La compactación de la cromatina no se agota con las partículas núcleo. Estas se disponen formando estructuras de orden superior, en las que las partículas adyacentes se colocan cara con cara, de modo que las histonas son ordinariamente poco accesibles: solo algunas partes de su estructura, especialmente los extremos N-terminales, son capaces de proyectarse hacia el exterior, saliendo a través de los surcos del DNA.

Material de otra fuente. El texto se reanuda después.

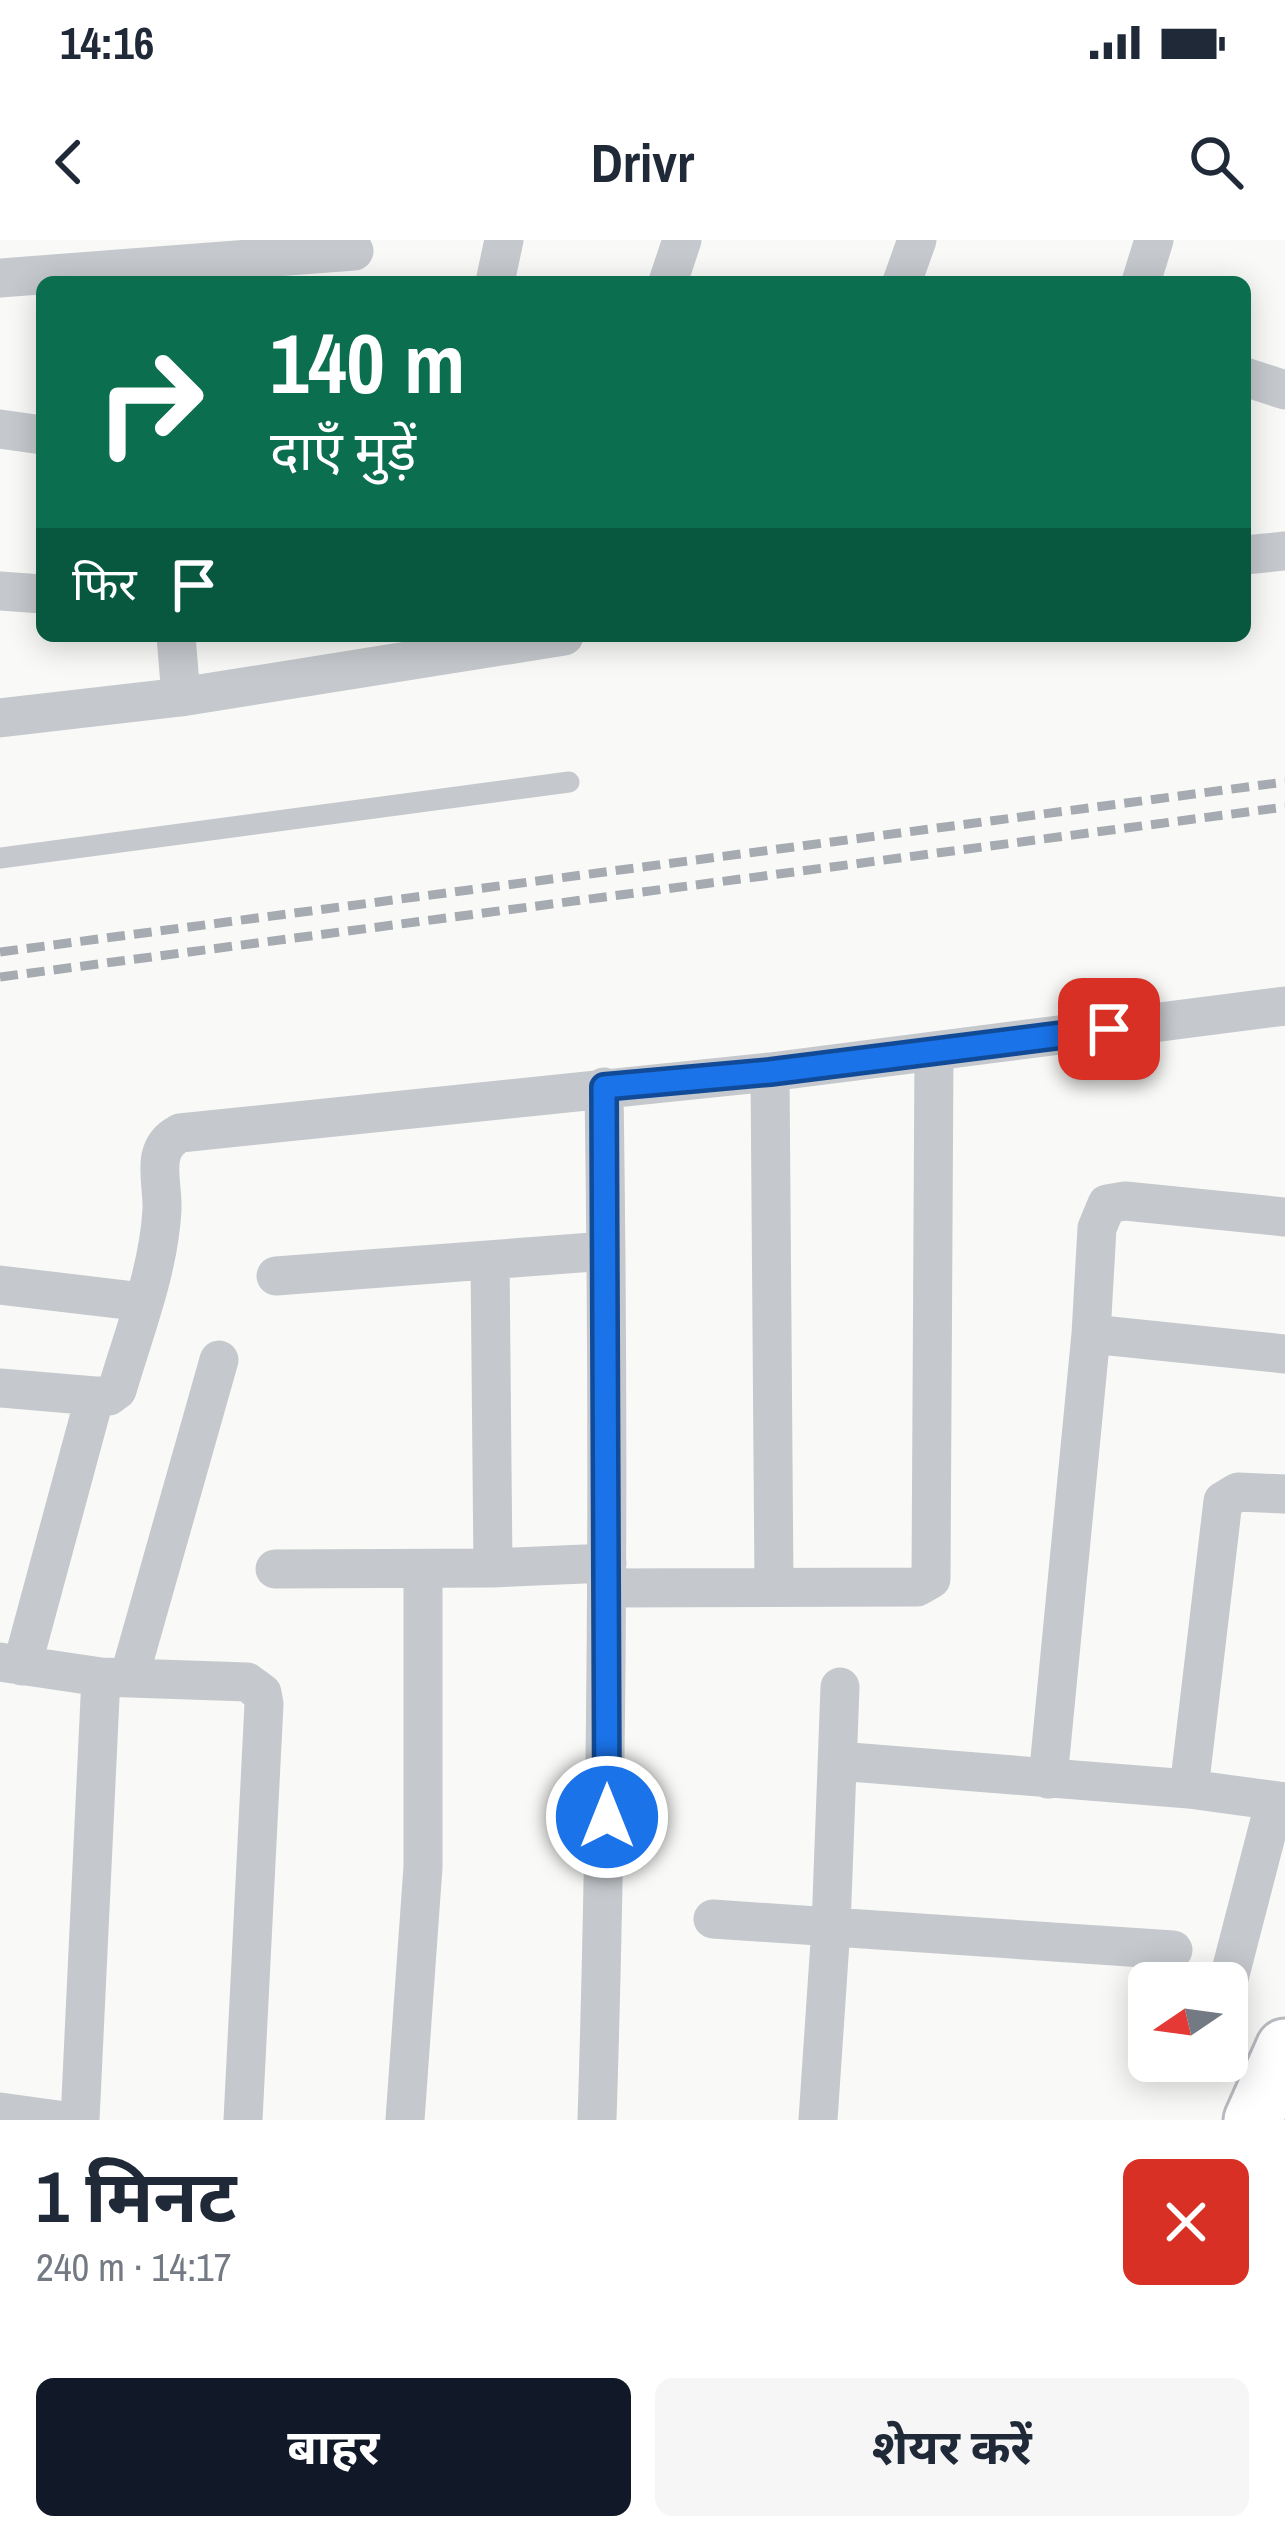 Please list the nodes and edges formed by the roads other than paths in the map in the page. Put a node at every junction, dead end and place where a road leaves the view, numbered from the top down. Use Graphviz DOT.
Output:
graph roads {
  1 [pos="504,240"];
  2 [pos="682,240"];
  3 [pos="916,240"];
  4 [pos="1154,240"];
  5 [pos="354,251"];
  6 [pos="496,276"];
  7 [pos="670,276"];
  8 [pos="904,276"];
  9 [pos="1144,276"];
  10 [pos="0,278"];
  11 [pos="1251,379"];
  12 [pos="1285,390"];
  13 [pos="0,429"];
  14 [pos="36,434"];
  15 [pos="1285,551"];
  16 [pos="1251,554"];
  17 [pos="0,591"];
  18 [pos="36,594"];
  19 [pos="176,642"];
  20 [pos="480,642"];
  21 [pos="346,652"];
  22 [pos="181,697"];
  23 [pos="0,718"];
  24 [pos="569,782"];
  25 [pos="0,858"];
  26 [pos="1285,1006"];
  27 [pos="934,1052"];
  28 [pos="770,1072"];
  29 [pos="604,1087"];
  30 [pos="1285,1217"];
  31 [pos="606,1251"];
  32 [pos="490,1261"];
  33 [pos="276,1276"];
  34 [pos="0,1285"];
  35 [pos="143,1302"];
  36 [pos="1090,1334"];
  37 [pos="1285,1354"];
  38 [pos="219,1360"];
  39 [pos="0,1388"];
  40 [pos="95,1396"];
  41 [pos="1285,1494"];
  42 [pos="494,1568"];
  43 [pos="275,1569"];
  44 [pos="423,1569"];
  45 [pos="608,1576"];
  46 [pos="774,1586"];
  47 [pos="11,1664"];
  48 [pos="115,1677"];
  49 [pos="841,1688"];
  50 [pos="838,1761"];
  51 [pos="1048,1780"];
  52 [pos="1189,1789"];
  53 [pos="1280,1802"];
  54 [pos="713,1918"];
  55 [pos="831,1927"];
  56 [pos="1173,1951"];
  57 [pos="1234,1962"];
  58 [pos="1285,2048"];
  59 [pos="0,2111"];
  60 [pos="1285,2114"];
  61 [pos="58,2120"];
  62 [pos="80,2120"];
  63 [pos="243,2120"];
  64 [pos="405,2120"];
  65 [pos="597,2120"];
  66 [pos="818,2120"];
  67 [pos="1253,2120"];
  68 [pos="1267,2120"];
  1 -- 6 [label="street"];
  2 -- 7 [label="street"];
  3 -- 8 [label="street"];
  4 -- 9 [label="street"];
  5 -- 10 [label="street"];
  11 -- 12 [label="street"];
  13 -- 14 [label="street"];
  15 -- 16 [label="street"];
  17 -- 18 [label="street"];
  19 -- 22 [label="street"];
  20 -- 21 [label="street"];
  21 -- 22 [label="street"];
  22 -- 23 [label="street"];
  24 -- 25 [label="lane"];
  26 -- 27 [label="street"];
  27 -- 28 [label="street"];
  27 -- 46 [label="street"];
  28 -- 29 [label="street"];
  28 -- 46 [label="street"];
  29 -- 31 [label="street"];
  29 -- 35 [label="street"];
  30 -- 36 [label="street"];
  31 -- 32 [label="street"];
  31 -- 45 [label="street"];
  32 -- 33 [label="street"];
  32 -- 42 [label="street"];
  34 -- 35 [label="street"];
  35 -- 40 [label="street"];
  36 -- 37 [label="street"];
  36 -- 51 [label="street"];
  38 -- 48 [label="street"];
  39 -- 40 [label="street"];
  40 -- 47 [label="street"];
  41 -- 52 [label="street"];
  42 -- 44 [label="street"];
  42 -- 45 [label="street"];
  43 -- 44 [label="street"];
  44 -- 64 [label="street"];
  45 -- 46 [label="street"];
  45 -- 65 [label="street"];
  47 -- 48 [label="street"];
  48 -- 62 [label="street"];
  48 -- 63 [label="street"];
  49 -- 50 [label="street"];
  50 -- 51 [label="street"];
  50 -- 55 [label="street"];
  51 -- 52 [label="street"];
  52 -- 53 [label="street"];
  53 -- 57 [label="street"];
  54 -- 55 [label="street"];
  55 -- 56 [label="street"];
  55 -- 66 [label="street"];
  58 -- 67 [label="street"];
  59 -- 61 [label="street"];
  60 -- 68 [label="street"];
}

A medida que se avanzaba en el estudio de la estructura de la cromatina, se extendía la idea de que los nucleosomas, y más aún las estructuras de orden superior, suponían un obstáculo a la función del DNA. Por ejemplo, para que un gen se transcriba, la RNA polimerasa, cuyas dimensiones superan las del nucleosoma, debe separar las dos hebras del DNA y recorrer una de ellas, tarea que se nos antoja tan complicada como desenrollar los cabos de un hilo que, a su vez, estuviera retorcido en el interior de un ovillo. Pero poco a poco se fue imponiendo la idea de que las histonas no tienen un papel meramente pasivo en la compactación del DNA, sino que desempeñan una función reguladora. Ciertamente, la presencia de nucleosomas supone una dificultad para la transcripción, pero los nucleosomas no se colocan al azar. En muchos genes, las regiones reguladoras están desprovistas de nucleosomas, dejando las secuencias diana accesibles a los factores transcripcionales. En otros, sucede lo contrario. Es evidente que, en estos últimos, la presencia de las histonas impide el ensamblaje de la RNA polimerasa, mientras que en los primeros lo permite.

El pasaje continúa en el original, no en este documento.